The Supreme Court will have the final word. That is, unless Congress steps up and passes the CLOUD Act. Passage before the justices rule would lead the High Court to dismiss the Microsoft case or issue a decision that has little precedential significance.
If the justices decide the case, they may take the same approach as the Second Circuit. Alternatively, the nation’s highest court may feel the need to balance the presumption against extraterritoriality against the needs of law enforcement in the era of cloud computing. Either way, the court will effectively be updating the antiquated SCA, either making it clear that it has no extraterritorial reach or deciding when it should have such reach.
In other words, the justices will be doing the job Congress was meant to do.

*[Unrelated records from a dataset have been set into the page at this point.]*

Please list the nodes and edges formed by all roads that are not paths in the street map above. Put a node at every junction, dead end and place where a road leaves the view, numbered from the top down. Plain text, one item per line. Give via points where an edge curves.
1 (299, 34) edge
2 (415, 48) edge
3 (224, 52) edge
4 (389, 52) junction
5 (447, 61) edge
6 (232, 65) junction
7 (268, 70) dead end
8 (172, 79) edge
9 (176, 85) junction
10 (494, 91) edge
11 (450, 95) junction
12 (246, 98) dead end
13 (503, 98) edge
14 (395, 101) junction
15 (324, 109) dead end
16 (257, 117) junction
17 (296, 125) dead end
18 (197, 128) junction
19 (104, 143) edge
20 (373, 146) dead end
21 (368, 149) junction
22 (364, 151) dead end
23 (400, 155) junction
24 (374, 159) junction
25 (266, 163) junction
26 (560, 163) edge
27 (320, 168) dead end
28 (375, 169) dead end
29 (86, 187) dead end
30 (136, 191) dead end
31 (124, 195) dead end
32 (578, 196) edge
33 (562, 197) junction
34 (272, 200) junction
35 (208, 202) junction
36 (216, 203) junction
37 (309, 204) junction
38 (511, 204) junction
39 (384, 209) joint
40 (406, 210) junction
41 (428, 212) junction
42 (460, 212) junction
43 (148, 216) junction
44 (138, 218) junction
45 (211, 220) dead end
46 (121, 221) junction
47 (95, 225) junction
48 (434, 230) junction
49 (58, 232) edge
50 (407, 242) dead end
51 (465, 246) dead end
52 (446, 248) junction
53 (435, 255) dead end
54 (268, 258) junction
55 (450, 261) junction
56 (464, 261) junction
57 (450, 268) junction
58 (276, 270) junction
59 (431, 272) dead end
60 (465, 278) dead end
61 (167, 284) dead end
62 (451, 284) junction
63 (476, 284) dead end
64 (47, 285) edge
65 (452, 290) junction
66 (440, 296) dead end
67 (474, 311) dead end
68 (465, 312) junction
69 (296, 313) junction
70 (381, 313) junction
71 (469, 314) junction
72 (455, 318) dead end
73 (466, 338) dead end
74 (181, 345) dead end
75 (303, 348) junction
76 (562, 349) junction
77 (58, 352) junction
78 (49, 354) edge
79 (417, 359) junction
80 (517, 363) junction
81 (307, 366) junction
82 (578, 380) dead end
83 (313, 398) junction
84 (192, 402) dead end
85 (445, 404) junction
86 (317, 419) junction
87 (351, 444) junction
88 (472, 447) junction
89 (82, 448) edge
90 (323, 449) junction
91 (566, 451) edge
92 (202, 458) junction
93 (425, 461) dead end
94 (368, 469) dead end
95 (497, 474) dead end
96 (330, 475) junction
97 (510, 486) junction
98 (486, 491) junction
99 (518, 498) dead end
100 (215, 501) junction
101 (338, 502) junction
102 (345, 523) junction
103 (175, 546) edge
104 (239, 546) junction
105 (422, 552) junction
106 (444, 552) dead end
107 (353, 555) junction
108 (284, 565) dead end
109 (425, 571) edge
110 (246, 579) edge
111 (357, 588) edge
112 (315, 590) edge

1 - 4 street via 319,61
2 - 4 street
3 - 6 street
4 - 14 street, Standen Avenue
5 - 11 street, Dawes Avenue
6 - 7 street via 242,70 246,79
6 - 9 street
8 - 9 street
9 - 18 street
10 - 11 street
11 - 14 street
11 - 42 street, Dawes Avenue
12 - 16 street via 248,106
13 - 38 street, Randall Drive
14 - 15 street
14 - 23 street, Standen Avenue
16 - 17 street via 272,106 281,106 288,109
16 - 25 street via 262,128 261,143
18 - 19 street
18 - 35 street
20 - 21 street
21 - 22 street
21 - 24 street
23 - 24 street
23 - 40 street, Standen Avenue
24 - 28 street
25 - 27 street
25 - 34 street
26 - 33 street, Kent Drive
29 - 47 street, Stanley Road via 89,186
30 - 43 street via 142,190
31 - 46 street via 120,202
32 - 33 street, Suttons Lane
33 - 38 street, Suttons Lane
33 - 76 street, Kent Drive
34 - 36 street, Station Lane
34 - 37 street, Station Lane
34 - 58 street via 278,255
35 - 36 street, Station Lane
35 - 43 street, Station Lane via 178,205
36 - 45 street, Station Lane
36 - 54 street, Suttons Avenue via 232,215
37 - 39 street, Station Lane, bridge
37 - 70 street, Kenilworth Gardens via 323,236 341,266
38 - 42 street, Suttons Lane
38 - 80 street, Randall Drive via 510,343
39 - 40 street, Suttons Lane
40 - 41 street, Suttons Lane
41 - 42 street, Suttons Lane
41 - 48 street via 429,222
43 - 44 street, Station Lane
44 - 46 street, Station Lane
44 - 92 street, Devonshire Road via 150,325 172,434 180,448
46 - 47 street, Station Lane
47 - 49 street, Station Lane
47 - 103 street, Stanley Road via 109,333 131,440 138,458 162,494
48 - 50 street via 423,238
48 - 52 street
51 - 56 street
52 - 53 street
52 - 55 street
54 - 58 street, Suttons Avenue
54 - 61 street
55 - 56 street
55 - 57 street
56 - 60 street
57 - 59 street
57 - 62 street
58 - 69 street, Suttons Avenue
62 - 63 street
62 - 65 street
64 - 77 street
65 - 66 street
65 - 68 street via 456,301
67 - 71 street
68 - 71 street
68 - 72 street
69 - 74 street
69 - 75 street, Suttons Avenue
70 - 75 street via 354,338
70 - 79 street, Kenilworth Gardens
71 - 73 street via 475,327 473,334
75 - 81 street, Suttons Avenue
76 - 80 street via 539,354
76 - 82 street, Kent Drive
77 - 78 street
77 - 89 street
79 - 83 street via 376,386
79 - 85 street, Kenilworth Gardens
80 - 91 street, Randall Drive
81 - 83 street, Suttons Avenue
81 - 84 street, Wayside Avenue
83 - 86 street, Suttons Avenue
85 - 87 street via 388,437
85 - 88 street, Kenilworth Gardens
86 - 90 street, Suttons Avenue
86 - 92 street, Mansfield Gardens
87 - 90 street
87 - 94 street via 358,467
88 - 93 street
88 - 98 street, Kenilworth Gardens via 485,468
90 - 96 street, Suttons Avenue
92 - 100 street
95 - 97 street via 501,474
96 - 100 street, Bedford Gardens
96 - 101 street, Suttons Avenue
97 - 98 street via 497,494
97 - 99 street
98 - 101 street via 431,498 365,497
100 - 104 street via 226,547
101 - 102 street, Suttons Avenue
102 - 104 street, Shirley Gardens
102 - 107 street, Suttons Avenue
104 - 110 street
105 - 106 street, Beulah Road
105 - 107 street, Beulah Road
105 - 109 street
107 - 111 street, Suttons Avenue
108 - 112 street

That’s called legislating from the bench even when, as in this case, the court’s hand is forced by Congress’s inaction.
Despite all that conservatives, moderate Republicans, and libertarians disagree about, they are united around the principle that judges should interpret the law — whether it be statutory or constitutional — rather than divining new law from the bench. The center-right is suspicious of the latter not only because it is undemocratic and in conflict with the separation of powers — the Constitution explicitly grants all legislative power to Congress – but also because courts lack the necessary policy expertise to competently legislate.
As Microsoft said in its brief to the Supreme Court, only Congress possesses the “tools to rewrite the statute to strike a new, 21st-century balance between law-enforcement interests, our relations with foreign nations, the privacy of our citizens, and the competitiveness of our technology industry.”
By getting behind the CLOUD Act, center-right groups are not just supporting a critical and long overdue balancing of these interests. Just as importantly, they are advancing the principle that policy making is the province of the legislature, not the courts.
Nonetheless, despite broad bipartisan support for the CLOUD Act, time is running out for Congress to do its job before the Supreme Court does it for them. Oral argument in U.S. v. Microsoft is days away and a decision in the case would come no later than June.
If Congress disappoints and the job of updating the SCA to address extraterritoriality falls to the justices, center-right principles would best be served by a ruling for Microsoft. A decision for the government, instead, would undermine the presumption against extraterritoriality, an inherently conservative canon of statutory interpretation that presumes more limited government power that does not reach beyond our borders. If Congress wants to reach further, it must say so explicitly.
Conservative principles would also be served by a narrow ruling that leaves plenty of room for Congress to modernize the SCA as it sees fit. If forced to legislate from the bench, the Supreme Court should exercise judicial restraint and do as little legislating as possible. What better way to remind our representatives that keeping American law up to date with technological progress is Congress’s job.
Curt Levey is president of the nonprofit Committee for Justice, a group that advocates for the rule of law. Before attending Harvard Law School he worked as a scientist in the field of artificial intelligence.